- _Exercise goal_
A single figure is required: the number of lines below in which the word "Rashid" occurs.

* * *

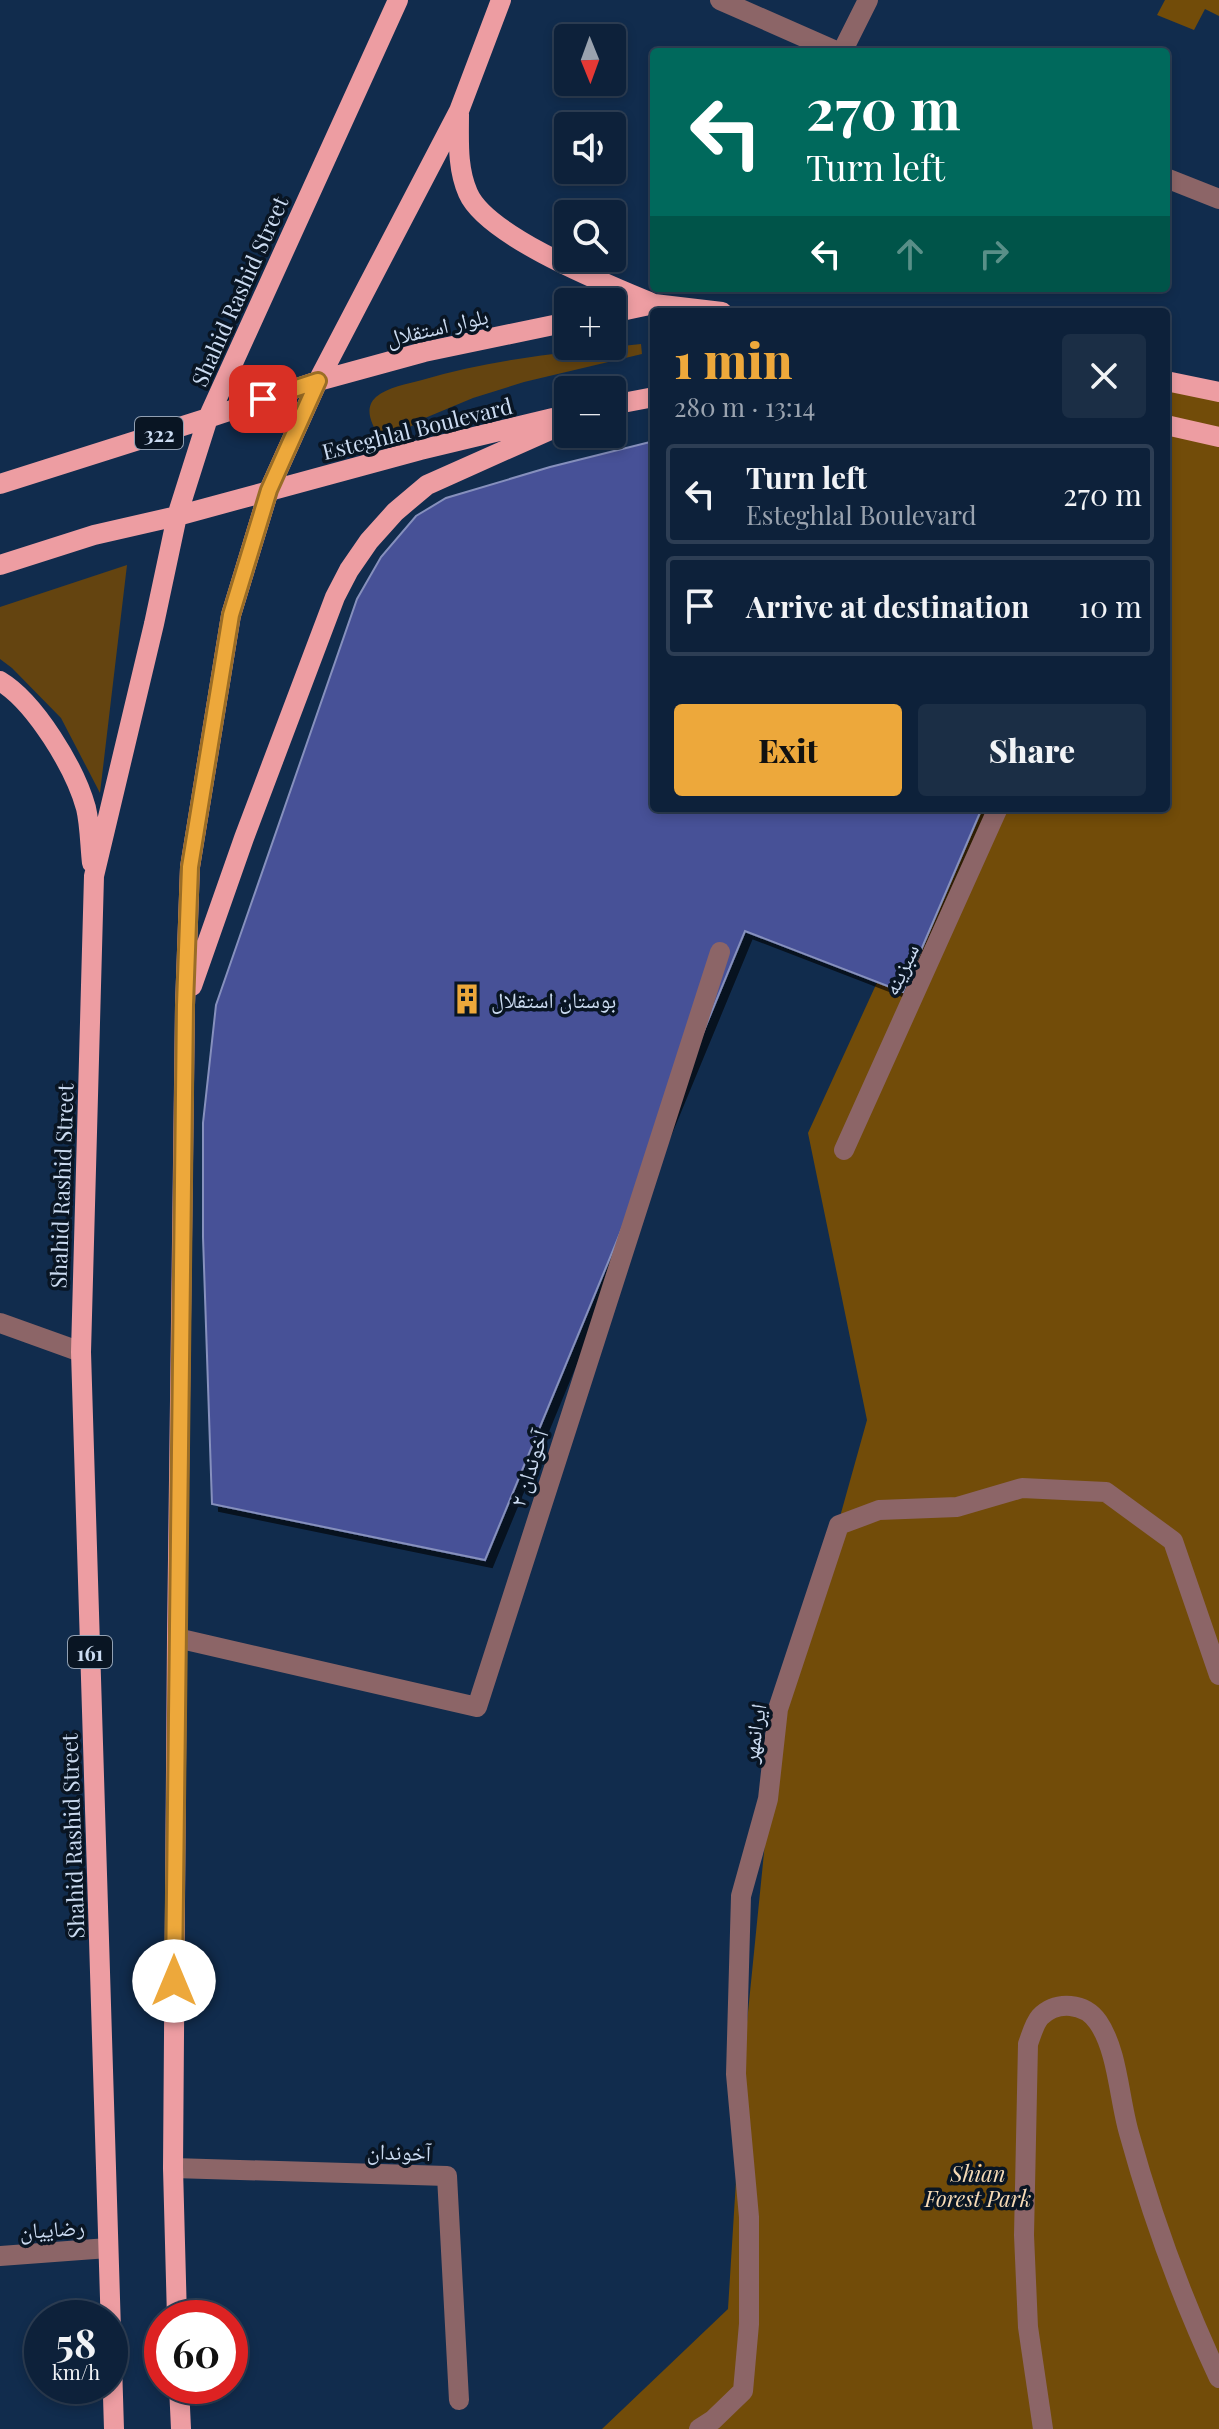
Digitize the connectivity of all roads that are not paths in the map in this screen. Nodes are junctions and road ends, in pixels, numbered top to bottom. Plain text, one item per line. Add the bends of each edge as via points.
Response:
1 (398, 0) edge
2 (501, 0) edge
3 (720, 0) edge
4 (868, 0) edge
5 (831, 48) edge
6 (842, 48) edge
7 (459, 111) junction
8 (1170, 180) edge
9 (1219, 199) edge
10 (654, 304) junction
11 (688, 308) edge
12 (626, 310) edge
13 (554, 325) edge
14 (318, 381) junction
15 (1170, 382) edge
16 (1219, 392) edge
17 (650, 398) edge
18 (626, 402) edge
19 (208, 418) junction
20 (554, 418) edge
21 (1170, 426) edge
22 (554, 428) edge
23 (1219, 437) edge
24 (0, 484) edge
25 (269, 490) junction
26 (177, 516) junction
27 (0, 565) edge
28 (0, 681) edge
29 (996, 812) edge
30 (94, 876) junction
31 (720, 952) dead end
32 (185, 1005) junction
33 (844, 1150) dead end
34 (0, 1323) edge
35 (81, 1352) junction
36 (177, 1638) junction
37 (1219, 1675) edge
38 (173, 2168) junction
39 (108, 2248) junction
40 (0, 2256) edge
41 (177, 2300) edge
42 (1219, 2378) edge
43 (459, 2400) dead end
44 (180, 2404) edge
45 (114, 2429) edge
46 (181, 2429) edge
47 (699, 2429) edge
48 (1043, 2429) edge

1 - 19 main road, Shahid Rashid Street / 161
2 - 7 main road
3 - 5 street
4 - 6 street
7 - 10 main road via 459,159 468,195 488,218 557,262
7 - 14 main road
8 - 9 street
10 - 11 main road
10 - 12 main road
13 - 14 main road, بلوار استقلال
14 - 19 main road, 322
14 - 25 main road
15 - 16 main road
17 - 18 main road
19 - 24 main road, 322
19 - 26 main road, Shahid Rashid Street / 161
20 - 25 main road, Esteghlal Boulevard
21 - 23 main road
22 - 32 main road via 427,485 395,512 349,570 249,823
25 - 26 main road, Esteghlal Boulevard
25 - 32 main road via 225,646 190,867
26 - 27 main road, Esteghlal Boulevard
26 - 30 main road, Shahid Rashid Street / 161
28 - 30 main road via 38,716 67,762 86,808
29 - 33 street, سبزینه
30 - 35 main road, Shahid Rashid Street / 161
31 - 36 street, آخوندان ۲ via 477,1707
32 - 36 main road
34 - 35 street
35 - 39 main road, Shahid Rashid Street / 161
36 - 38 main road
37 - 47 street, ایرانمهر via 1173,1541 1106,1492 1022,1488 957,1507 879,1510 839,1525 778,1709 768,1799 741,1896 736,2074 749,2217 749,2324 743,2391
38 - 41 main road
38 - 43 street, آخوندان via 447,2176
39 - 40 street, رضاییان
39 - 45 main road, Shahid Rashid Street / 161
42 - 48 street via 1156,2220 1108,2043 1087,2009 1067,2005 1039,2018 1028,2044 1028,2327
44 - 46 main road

* * *

- _Task output_
6